Transwarp is committed to building enterprise-level big data infrastructure software, providing enterprises with infrastructure software and supporting around the whole data lifecycle to build a data world of the future.
Sophon OCR is Sophon's enterprise-level lightweight text recognition platform, providing three recognition modes including full text recognition, standard recognition and custom template recognition, as well as more than 20 kinds of recognition capabilities such as card, invoice, bank receipt and hybrid forms. Based on its self-developed high-performance algorithms, Sophon OCR not only excels in general recognition scenarios, but also has more deployments and applications in vertical areas such as finance, logistics and healthcare.
What can Sophon OCR offer?
Generic Full-text Recognition
In the generic recognition scenario, Sophon OCR provides a multi-scenario recognition service covering full-text, full-tables, mixed text & tables and handwriting, which can accurately identify the position of charts and text and output the corresponding structured results. In particular, Sophon OCR has good recognition capability for frameless tables, which are a pain point in the industry.
Custom Template Recognition
Sophon OCR provides template recognition function for accurate intelligent classification and recognition of images with different recognition contents in fixed formats, such as bank receipt and bank slip. You only need to create a recognition template and configure a recognition area to intelligently identify multiple types of data. Manual classification is not recommended.
Standard Card Recognition
It provides recognition of common scenarios such as ID cards, household registration books, business licences, bank cards, train tickets and VAT invoices. With the accumulation and polishing of data in the business, Sophon OCR can provide recognition models that are better than the industry level.
Batch Job Management
Sophon OCR offers a job module to solve the needs of users for batch recognition processing, where users only need to select any recognition service and the data to be processed. Structured results can also be exported in json, word and excel according to business needs.
File System Management
Sophon OCR has built-in file system management, which allows users to seamlessly interface with custom file systems. The synchronisation function allows incremental changes to be made to the original data set without affecting the previous recognition results, ensuring simplicity of operation and privacy of data.
Flow Diagram of Recognition in Sophon OCR
Why should you choose Sophon OCR?
Accurate Template Recognition
Sophon OCR implements custom template recognition for complex text and table mixes with multiple fonts and any layout, solving the problem of accurate recognition of fixed layout type images in multiple table-and-text mix scenarios with industry-leading results.
Rich Pre- and Post-processing
It provides pre-processing functions such as image quality optimization and format conversion for seals/watermarks, low resolution and deformation, etc., to ensure the best state of image input. It also provides flexible post-processing functions, such as intelligent error correction and storage format conversion, to improve accuracy and seamlessly connect downstream services.

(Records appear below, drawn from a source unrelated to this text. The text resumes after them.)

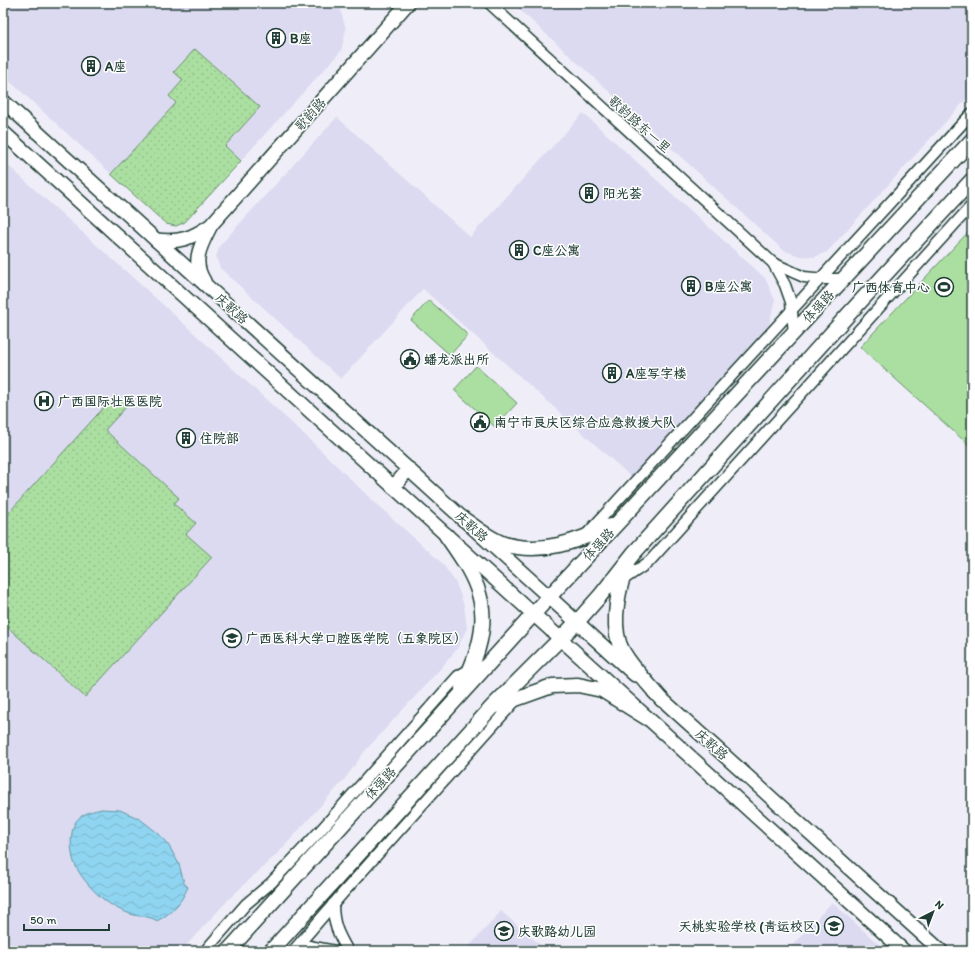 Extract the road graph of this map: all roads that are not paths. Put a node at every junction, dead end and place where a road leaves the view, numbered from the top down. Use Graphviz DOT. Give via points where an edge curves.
graph roads {
  1 [pos="408,3"];
  2 [pos="489,3"];
  3 [pos="3,100"];
  4 [pos="972,113"];
  5 [pos="3,132"];
  6 [pos="972,140"];
  7 [pos="969,186"];
  8 [pos="972,205"];
  9 [pos="211,225"];
  10 [pos="156,240"];
  11 [pos="773,263"];
  12 [pos="820,278"];
  13 [pos="844,279"];
  14 [pos="209,288"];
  15 [pos="792,310"];
  16 [pos="794,333"];
  17 [pos="409,469"];
  18 [pos="393,487"];
  19 [pos="462,518"];
  20 [pos="619,521"];
  21 [pos="446,535"];
  22 [pos="583,538"];
  23 [pos="633,554"];
  24 [pos="622,580"];
  25 [pos="600,596"];
  26 [pos="549,597"];
  27 [pos="533,614"];
  28 [pos="577,622"];
  29 [pos="560,639"];
  30 [pos="495,656"];
  31 [pos="470,669"];
  32 [pos="459,696"];
  33 [pos="518,698"];
  34 [pos="662,700"];
  35 [pos="492,708"];
  36 [pos="647,718"];
  37 [pos="333,904"];
  38 [pos="205,951"];
  39 [pos="228,951"];
  40 [pos="270,951"];
  41 [pos="293,951"];
  42 [pos="335,951"];
  43 [pos="348,951"];
  44 [pos="904,951"];
  45 [pos="941,951"];
  1 -- 9 [label="street, 歌韵路"];
  2 -- 11 [label="street, 歌韵路东一里"];
  3 -- 10 [label="street, 庆歌路"];
  4 -- 12 [label="street"];
  5 -- 18 [label="street, 庆歌路"];
  6 -- 13 [label="main road, 体强路"];
  7 -- 23 [label="main road" via="836,328"];
  8 -- 24 [label="street" via="649,562"];
  9 -- 10 [label="street, 歌韵路" via="186,239"];
  9 -- 14 [label="street, 歌韵路" via="198,259 200,274"];
  10 -- 14 [label="street, 庆歌路"];
  11 -- 12 [label="street, 歌韵路东一里" via="804,276"];
  11 -- 15 [label="street, 歌韵路东一里" via="785,284"];
  12 -- 13 [label="street, 歌韵路东一里"];
  12 -- 15 [label="street"];
  13 -- 16 [label="main road, 体强路"];
  14 -- 17 [label="street, 庆歌路"];
  15 -- 16 [label="street, 歌韵路东一里"];
  15 -- 22 [label="street"];
  16 -- 20 [label="main road, 体强路"];
  17 -- 18 [label="street"];
  17 -- 19 [label="street, 庆歌路"];
  18 -- 21 [label="street, 庆歌路"];
  19 -- 22 [label="main road" via="488,536 503,543 525,548 543,548"];
  19 -- 26 [label="street, 庆歌路"];
  20 -- 22 [label="main road"];
  20 -- 26 [label="main road, 体强路"];
  21 -- 27 [label="street, 庆歌路"];
  21 -- 31 [label="main road" via="468,566 482,605 480,640"];
  23 -- 24 [label="main road"];
  23 -- 25 [label="main road"];
  24 -- 25 [label="street"];
  24 -- 34 [label="main road" via="616,624 620,644 633,666"];
  25 -- 28 [label="main road"];
  26 -- 27 [label="main road, 体强路"];
  26 -- 28 [label="street, 庆歌路"];
  27 -- 29 [label="street, 庆歌路"];
  27 -- 30 [label="main road, 体强路"];
  28 -- 29 [label="main road"];
  28 -- 34 [label="street, 庆歌路"];
  29 -- 35 [label="main road"];
  29 -- 36 [label="street, 庆歌路"];
  30 -- 31 [label="street"];
  30 -- 32 [label="main road, 体强路"];
  31 -- 32 [label="main road"];
  31 -- 38 [label="street" via="458,676 319,832 271,883 246,904"];
  32 -- 39 [label="main road, 体强路"];
  33 -- 35 [label="main road"];
  33 -- 36 [label="main road" via="552,686 578,685 602,690"];
  33 -- 37 [label="street"];
  34 -- 45 [label="street, 庆歌路"];
  35 -- 40 [label="main road"];
  36 -- 44 [label="street, 庆歌路"];
  37 -- 41 [label="street"];
  37 -- 43 [label="street" via="333,918 339,937"];
  41 -- 42 [label="street" via="309,946"];
}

Efficient Batch Operations
It provides batch recognition, data source management and state monitoring of any recognition pattern. After recognition, the results and templates can be checked and persisted in the job, which greatly improves the production efficiency.

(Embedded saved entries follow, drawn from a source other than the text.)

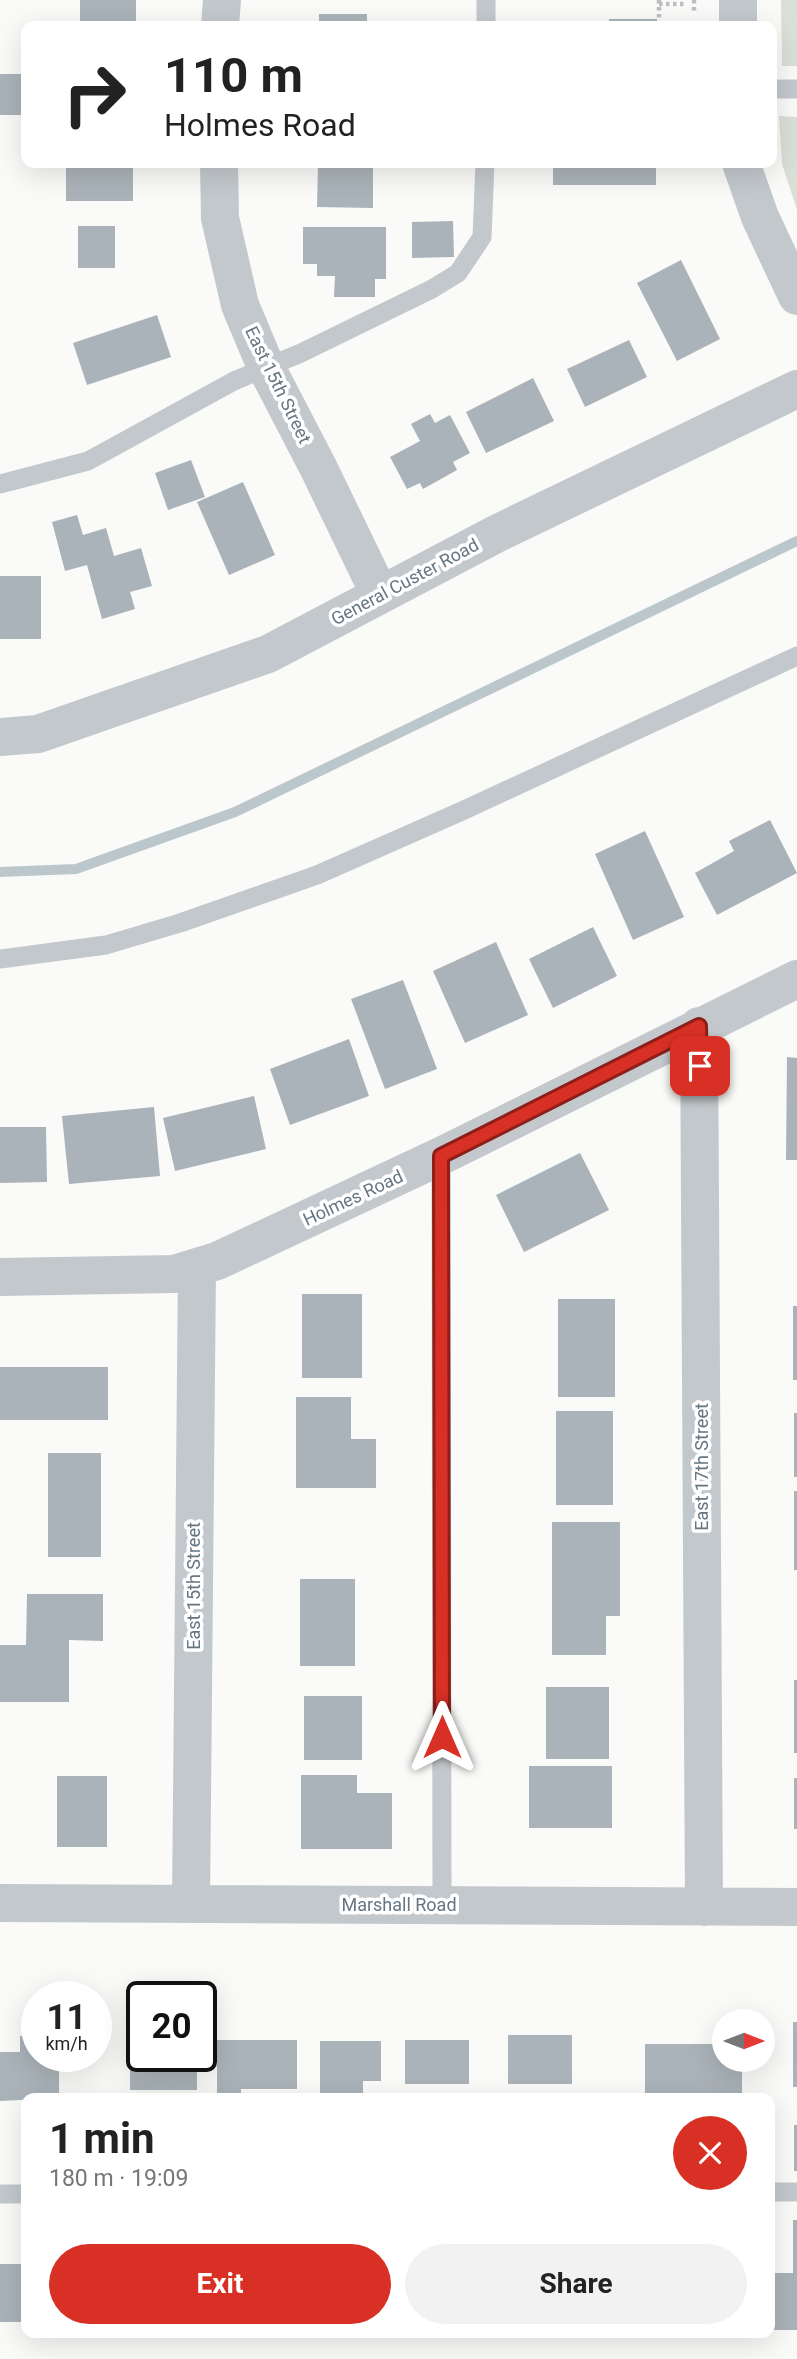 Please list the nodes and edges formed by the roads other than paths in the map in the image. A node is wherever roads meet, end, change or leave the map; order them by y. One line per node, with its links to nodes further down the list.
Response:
1 (222, 0): 4 (street)
2 (486, 0): 5 (lane)
3 (738, 0): 6 (street)
4 (220, 21)
5 (486, 21)
6 (738, 21)
7 (777, 89): 8 (lane)
8 (797, 89)
9 (219, 168): 13 (street, East 15th Street)
10 (485, 168): 13 (lane)
11 (743, 168): 12 (street)
12 (797, 296)
13 (266, 368): 15 (lane); 16 (street, East 15th Street)
14 (797, 389): 16 (street, General Custer Road)
15 (0, 484)
16 (380, 595): 18 (street, General Custer Road)
17 (797, 656): 19 (lane)
18 (0, 737)
19 (0, 959)
20 (797, 979): 21 (street, Holmes Road)
21 (699, 1026): 22 (street, Holmes Road); 28 (street, East 17th Street)
22 (441, 1156): 23 (street, Holmes Road); 27 (lane)
23 (197, 1268): 24 (street, Holmes Road); 26 (street, East 15th Street)
24 (0, 1277)
25 (0, 1903): 26 (street, Marshall Road)
26 (191, 1904): 27 (street, Marshall Road)
27 (442, 1905): 28 (street, Marshall Road)
28 (704, 1907): 29 (street, Marshall Road)
29 (797, 1908)
30 (775, 2192): 31 (lane)
31 (797, 2192)
32 (0, 2194): 33 (lane)
33 (21, 2194)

Leading Self-developed Algorithms
With its self-developed cross-modal multi-dimensional feature fusion algorithm and adaptive intelligent template matching algorithm technology, it can not only batch process the text structuring requirements of fixed style images, but also carry out structural recognition for images with elastic changes in text position and table cell size.
How do you deploy Sophon OCR?
Instead of building your own servers and managing complex hardware resources and computational scheduling, you can simply call the recognition service through an API interface and complete the recognition of your business data in the cloud nodes.
The deployment of Sophon OCR can be done privately using a software package or a hardware-software all-in-one machine, Then the recognition of business data can be completed at the customer site by accessing the private network.
Optimize the Work Flow of Finance Department in Transwarp
Electronicization of transaction work orders in an exchange
○ The bank receipt should be entered into the ERP system and associated with the contract number. The receipt format of different banks is different. Almost all the fields on the bank receipt need to be recorded, which leads to a huge workload of manual input.
○ All invoices in the reimbursement process, including VAT invoices and taxi invoices, need to be manual input, resulting in low work efficiency.
○ Through template recognition technology, the keyword segments such as customer name, amount and transaction time in the return form are structured and recognition for extraction. In addition, based on the dynamic template matching algorithm, the structured recognition of images with flexible changes in text position and table cell size is achieved to ensure the accuracy of template matching.
○ The recognition of standard invoices, such as VAT invoices, is achieved with high accuracy through the accumulation, training and optimisation of a large amount of business data.
○ Based on standard API interface, ERP developers can quickly integrate recognition services and put them online for testing
It has helped internal finance colleagues to complete the structured extraction of key information from various types of returns from over 15 banks, and the template matching degree reached more than 99%. Finance staff only need to upload the original return data to the system to complete the automatic classification and identification.
With our company's own internal data, the data can be used for continuous training and iteration of recognition models after desensitisation, effectively enhancing the recognition accuracy and generalisation capability of various types of receipt recognition models.